Loosely stated, the future of the Submarine Force will be the focus of my remarks here today. Over 100 years, the submarine evolved from an experimental pipe dream, dismissed by critics of the day, into the capital ships of our great Navy. The submarine enjoys a pride of place in our Navy that even its most ardent boosters could not have foreseen in the early days. With our current investments, we can only continue to improve that capability into this new century. But in my view, our great success cannot blind us to change. We must not let parochial concerns, born of our very success, snuff out the flame of innovation that is the foundation of the Submarine Force’s remarkable achievements.

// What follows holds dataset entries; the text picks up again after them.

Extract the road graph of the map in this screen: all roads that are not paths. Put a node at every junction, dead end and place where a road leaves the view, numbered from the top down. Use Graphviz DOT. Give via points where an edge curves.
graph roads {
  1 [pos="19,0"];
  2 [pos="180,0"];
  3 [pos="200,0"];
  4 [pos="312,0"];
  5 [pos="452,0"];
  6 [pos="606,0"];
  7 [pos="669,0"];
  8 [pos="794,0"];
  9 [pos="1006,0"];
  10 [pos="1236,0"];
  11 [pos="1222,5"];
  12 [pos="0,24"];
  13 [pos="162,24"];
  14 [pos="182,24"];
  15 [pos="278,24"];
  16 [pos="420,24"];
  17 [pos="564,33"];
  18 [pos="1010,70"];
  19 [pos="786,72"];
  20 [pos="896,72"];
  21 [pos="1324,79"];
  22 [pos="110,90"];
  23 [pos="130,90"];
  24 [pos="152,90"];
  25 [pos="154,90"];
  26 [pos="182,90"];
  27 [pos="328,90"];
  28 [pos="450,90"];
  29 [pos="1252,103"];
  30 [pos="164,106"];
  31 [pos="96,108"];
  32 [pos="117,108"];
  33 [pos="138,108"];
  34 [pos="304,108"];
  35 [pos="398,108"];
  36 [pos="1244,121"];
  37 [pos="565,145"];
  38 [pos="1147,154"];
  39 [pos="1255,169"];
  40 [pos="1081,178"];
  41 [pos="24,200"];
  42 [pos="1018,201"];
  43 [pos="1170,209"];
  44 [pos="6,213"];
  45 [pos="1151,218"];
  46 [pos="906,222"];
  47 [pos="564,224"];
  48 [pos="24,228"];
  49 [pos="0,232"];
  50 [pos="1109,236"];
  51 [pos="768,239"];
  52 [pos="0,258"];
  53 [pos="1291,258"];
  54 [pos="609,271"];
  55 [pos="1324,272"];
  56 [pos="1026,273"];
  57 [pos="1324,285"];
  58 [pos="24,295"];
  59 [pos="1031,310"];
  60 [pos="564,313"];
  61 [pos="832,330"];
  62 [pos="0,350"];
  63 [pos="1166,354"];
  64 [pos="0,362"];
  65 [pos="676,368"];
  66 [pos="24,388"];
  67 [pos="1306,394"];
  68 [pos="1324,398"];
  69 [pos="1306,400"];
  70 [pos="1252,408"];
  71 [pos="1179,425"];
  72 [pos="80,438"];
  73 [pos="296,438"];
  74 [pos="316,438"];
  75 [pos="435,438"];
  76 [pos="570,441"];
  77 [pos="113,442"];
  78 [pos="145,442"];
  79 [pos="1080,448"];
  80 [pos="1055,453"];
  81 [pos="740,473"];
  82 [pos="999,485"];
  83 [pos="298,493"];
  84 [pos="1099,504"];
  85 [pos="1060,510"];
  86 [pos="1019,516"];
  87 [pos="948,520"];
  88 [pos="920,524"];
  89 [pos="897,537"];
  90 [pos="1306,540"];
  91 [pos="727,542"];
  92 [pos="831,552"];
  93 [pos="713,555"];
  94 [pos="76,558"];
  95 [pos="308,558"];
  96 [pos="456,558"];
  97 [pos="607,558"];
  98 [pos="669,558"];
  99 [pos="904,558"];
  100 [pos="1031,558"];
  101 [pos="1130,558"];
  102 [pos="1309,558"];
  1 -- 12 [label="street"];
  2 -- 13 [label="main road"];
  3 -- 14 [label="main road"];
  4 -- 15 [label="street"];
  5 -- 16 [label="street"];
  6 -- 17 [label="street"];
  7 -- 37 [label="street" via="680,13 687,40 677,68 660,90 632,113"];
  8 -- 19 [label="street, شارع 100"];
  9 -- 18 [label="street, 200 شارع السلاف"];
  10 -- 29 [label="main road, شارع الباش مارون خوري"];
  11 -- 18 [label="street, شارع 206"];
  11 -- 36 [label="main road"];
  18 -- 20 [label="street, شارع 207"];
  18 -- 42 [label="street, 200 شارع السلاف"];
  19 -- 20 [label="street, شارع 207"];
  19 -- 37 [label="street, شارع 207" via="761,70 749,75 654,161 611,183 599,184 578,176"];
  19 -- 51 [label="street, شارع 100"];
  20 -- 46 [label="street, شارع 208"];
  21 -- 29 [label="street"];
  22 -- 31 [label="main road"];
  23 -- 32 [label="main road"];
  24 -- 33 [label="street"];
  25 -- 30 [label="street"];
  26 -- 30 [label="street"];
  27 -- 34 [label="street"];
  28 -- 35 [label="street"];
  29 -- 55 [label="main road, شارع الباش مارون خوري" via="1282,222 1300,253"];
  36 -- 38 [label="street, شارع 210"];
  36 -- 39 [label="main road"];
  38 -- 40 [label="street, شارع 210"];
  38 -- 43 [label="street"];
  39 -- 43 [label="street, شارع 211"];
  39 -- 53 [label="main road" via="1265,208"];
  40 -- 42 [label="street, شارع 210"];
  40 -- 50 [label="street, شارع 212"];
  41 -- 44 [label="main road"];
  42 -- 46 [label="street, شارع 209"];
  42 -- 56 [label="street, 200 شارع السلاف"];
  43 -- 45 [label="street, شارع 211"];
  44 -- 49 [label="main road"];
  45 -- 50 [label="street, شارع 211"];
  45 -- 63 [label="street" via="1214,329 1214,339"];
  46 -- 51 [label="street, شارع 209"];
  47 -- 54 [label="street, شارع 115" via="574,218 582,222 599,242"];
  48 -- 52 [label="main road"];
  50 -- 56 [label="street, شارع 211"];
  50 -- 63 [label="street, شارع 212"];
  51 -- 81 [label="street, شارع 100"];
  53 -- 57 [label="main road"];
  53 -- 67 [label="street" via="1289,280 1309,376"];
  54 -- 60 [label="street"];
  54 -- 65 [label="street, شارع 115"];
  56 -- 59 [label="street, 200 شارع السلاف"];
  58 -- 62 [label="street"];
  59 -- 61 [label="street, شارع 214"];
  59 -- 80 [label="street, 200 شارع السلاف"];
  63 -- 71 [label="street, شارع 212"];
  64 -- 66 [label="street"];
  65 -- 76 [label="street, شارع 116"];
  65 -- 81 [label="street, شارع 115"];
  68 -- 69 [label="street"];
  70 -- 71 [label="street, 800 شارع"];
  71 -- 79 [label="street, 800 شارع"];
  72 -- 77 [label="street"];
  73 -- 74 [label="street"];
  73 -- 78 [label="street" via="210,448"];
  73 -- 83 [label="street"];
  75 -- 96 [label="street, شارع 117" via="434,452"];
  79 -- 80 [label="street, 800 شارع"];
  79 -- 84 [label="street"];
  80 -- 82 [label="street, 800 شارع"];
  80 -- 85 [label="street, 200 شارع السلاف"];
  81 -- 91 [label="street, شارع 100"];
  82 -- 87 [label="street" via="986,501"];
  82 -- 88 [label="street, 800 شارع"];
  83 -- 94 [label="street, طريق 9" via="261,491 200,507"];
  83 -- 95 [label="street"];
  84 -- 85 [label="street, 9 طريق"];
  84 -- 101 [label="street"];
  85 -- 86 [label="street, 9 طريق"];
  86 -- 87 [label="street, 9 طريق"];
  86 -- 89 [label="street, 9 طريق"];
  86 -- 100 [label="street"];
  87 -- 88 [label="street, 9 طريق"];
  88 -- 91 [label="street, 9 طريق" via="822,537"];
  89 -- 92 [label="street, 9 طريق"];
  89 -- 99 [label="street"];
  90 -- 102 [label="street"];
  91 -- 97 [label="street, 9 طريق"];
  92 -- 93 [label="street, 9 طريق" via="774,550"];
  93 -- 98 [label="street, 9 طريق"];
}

As in my remarks last year, some of the ideas for this presentation come from a book. Last year I discussed the implications of George and Meredith Friedman’s The Future of War. This year I will discuss some thoughts I had after reading The Innovator’s Dilemma, by Clayton Christensen, who is a professor at the Harvard Business School. Though both books merit your attention in their own right, my purpose is not to offer my review of their contents, but to discuss the underlying implications that they have for what we do in the Submarine Force as we enter our second century of existence. Both works approach the same problems from different points of view. so let me offer brief summaries to set the context, which I think you’ll find instructive to us in the Submarine Force.
Though I’m sure that you remember every word I said last year verbatim, I do feel compelled to recap what I said last year for the benefit of those who were not here, or who might have been getting a cup of coffee while I was speaking.
Distilled to its essence, the argument in the Future of War is that all weapons systems have a life cycle. In the earliest phase of life, the weapon system has a nearly pure offensive capability. But over time, and as countermeasures to the weapon develop, more and more resources must be dedicated to protecting the weapon system. The pattern continues until the weapon reaches what the Friedmans call “senility”, which is the point where the platform becomes so costly-usually without a commensurate increase in offensive capability-that it impedes the development of warfighting capabilities in other areas.
One example is the Future of War is the armored tank. Now, before I continue, let me caveat my remarks by saying that what follows is not my endorsement of what the Friedrnans say about tanks. I don’t hold myself out as a tank expen, and the takeaway from this is not the banner headline “Submarine Admiral says Tanks are Dumb!” My purpose instead, is to show the Friedmans’ analytical framework applied to a contemporary example, so that we might better understand how it applies to us in the Submarine Force.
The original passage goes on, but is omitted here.